Mali is entering a period of political uncertainty ahead of a presidential election on 29 July. The political landscape in Mali is highly fractured and although the incumbent president, Ibrahim Boubacar Keïta (President Keïta), has confirmed he will seek a second term in office, his reputation has been severely damaged by the rise of Islamist militancy in the country under his rule. Meanwhile, insecurity in the north of Mali may prevent elections from taking place there; this is unlikely to appease Tuareg leaders eager to secure promises of increased autonomy and political representation guaranteed in the June 2015 peace deal. The deal aimed to end the Tuareg rebellion that broke out in 2012, but tensions among the warring parties remain high. A failure to hold elections in the north will delegitimise the election results and may encourage Tuareg groups, particularly those already wavering in their commitment to the July 2015 deal, to rearm against the government. Islamist militant groups have already demonstrated their ability to capitalise on insecurity in the north in 2012, when AQIM and its domestic affiliates piggy-backed off Tuareg campaigns to secure their own territorial gains in the 2013-2015 civil war. Now, political uncertainty, coupled with government plans to revise Mali’s mining codes, will make the coming months increasing difficult to navigate. Despite initial negotiations with mining firms over the proposed mining code amendments, a ruling administration pressured by the upcoming election, as well as increasingly aggressive Islamist militants, may look to implement unilateral reforms in the key sector as a sign of strength to the electorate.

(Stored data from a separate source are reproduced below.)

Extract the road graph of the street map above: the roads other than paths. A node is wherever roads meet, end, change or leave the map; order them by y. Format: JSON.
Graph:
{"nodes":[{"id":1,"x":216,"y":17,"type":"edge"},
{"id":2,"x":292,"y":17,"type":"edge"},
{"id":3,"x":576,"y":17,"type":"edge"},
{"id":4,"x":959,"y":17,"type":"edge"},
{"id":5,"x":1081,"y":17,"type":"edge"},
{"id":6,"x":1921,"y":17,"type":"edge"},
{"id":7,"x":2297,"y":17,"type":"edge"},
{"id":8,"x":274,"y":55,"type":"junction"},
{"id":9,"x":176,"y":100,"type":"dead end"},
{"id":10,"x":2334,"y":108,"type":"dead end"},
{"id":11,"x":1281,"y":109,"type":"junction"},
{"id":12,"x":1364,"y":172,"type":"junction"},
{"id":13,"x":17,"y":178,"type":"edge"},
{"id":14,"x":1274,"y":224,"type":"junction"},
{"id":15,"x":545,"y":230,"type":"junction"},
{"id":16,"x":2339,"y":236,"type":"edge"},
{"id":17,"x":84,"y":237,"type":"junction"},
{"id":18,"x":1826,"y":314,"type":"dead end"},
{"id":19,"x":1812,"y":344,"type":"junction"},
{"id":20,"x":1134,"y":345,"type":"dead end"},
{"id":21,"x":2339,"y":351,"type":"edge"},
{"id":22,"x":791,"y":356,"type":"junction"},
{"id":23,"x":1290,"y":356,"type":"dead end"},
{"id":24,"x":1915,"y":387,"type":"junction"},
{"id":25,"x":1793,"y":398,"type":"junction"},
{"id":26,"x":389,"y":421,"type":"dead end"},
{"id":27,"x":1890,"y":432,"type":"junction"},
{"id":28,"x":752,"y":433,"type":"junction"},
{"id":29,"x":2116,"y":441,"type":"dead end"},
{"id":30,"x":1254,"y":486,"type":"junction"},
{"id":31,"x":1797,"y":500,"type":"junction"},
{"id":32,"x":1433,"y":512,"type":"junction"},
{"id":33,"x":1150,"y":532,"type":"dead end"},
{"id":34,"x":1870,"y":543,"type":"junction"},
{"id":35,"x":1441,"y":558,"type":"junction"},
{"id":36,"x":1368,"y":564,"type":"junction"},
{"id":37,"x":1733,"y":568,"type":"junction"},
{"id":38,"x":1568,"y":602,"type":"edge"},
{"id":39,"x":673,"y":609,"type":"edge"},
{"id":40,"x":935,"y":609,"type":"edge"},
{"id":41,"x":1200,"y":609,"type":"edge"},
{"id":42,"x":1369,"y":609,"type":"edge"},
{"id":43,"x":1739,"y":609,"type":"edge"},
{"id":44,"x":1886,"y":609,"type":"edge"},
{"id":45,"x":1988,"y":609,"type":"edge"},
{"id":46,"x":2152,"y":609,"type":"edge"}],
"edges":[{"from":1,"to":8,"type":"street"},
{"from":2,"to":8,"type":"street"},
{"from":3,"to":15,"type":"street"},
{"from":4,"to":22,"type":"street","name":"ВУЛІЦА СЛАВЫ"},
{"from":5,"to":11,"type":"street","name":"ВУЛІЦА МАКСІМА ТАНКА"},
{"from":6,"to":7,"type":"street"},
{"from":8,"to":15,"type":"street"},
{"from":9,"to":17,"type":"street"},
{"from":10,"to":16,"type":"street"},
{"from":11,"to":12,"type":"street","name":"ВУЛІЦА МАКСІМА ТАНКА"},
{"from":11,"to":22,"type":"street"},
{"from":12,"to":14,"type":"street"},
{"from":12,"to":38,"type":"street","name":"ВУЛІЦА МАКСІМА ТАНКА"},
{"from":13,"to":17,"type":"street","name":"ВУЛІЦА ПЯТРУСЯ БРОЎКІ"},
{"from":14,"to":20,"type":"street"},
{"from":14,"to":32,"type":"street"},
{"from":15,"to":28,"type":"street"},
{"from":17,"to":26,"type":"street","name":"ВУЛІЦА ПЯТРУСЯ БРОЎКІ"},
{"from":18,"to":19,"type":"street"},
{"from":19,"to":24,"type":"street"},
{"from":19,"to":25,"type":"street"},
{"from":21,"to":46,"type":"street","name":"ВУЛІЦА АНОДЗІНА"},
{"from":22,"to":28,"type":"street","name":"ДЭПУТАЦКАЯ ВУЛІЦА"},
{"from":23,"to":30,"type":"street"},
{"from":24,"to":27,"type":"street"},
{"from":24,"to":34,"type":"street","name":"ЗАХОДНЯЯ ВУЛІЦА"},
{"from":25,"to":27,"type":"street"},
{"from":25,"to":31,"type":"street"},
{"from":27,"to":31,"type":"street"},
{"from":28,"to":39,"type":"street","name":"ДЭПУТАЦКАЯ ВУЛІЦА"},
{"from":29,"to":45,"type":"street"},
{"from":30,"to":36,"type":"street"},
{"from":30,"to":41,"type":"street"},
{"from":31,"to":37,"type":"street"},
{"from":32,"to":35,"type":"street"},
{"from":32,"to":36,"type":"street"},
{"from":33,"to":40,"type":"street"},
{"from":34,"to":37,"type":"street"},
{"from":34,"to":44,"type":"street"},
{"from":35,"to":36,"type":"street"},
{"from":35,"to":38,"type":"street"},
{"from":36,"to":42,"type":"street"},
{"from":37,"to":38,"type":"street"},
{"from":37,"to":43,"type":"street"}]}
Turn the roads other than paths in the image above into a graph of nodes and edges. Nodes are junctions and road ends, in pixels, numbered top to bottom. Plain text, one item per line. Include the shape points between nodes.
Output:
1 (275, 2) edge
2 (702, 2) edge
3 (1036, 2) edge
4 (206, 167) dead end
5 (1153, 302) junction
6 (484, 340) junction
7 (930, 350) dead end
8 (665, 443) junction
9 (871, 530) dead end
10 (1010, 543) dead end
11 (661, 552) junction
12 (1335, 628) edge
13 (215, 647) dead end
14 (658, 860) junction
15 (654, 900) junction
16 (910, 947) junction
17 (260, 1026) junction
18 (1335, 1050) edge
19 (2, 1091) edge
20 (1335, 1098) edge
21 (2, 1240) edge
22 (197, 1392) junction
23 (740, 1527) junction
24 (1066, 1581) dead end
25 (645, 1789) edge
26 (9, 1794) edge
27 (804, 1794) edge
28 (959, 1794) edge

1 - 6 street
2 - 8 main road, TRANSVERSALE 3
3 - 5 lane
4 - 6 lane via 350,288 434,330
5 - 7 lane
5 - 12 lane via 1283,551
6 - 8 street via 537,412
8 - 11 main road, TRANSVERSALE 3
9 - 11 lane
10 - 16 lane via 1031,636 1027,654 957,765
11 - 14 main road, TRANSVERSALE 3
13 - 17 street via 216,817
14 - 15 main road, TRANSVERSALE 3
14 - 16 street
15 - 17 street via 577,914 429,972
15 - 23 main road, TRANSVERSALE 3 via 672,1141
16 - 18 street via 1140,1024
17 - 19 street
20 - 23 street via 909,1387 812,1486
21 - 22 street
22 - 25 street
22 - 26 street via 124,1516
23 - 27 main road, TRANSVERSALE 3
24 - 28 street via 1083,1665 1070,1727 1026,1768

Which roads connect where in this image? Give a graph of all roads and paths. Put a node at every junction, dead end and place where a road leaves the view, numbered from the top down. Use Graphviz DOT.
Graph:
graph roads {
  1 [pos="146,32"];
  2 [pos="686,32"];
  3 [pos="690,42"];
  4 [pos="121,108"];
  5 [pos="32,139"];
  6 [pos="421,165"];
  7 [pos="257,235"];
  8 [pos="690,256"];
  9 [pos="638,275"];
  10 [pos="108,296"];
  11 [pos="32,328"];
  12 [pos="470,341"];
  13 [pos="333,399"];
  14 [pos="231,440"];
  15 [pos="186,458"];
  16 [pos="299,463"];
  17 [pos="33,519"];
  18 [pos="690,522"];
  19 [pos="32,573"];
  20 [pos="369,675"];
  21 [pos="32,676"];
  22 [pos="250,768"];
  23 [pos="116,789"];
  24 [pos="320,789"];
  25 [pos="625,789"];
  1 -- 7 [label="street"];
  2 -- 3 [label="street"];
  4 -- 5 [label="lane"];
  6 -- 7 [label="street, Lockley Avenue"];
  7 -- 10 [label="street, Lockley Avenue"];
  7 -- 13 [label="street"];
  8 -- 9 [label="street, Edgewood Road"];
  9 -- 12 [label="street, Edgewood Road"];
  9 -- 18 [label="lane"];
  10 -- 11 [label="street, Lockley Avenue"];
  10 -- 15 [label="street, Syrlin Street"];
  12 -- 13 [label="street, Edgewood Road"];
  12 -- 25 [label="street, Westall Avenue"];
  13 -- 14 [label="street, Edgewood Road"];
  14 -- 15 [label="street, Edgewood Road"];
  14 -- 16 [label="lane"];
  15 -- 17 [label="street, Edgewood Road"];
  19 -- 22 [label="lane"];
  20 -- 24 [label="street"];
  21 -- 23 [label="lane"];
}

While mining in Mali is becoming increasingly precarious on several fronts, Al Qaeda-affiliated groups will be ready and waiting to strike. Already, under a more aggressive Al Qaeda leadership, with leader Ayman Al Zawahiri calling for continued jihad in the Maghreb in the wake of the 2 March attack on the French Embassy, AQIM is positioning itself to carry out more sophisticated assaults on infrastructure and extractive facilities as Mali’s operating environment becomes more vulnerable. Furthermore, Mali’s precarious northern environment offers AQIM and its affiliates a safe haven from which to threaten the wider Sahel region, as already evident in the Islamist insurgency in northern Burkina Faso. These groups are capable of expanding their threats southward, and this will present a future problem for other West African states, who may not be on the same security footing as Mali.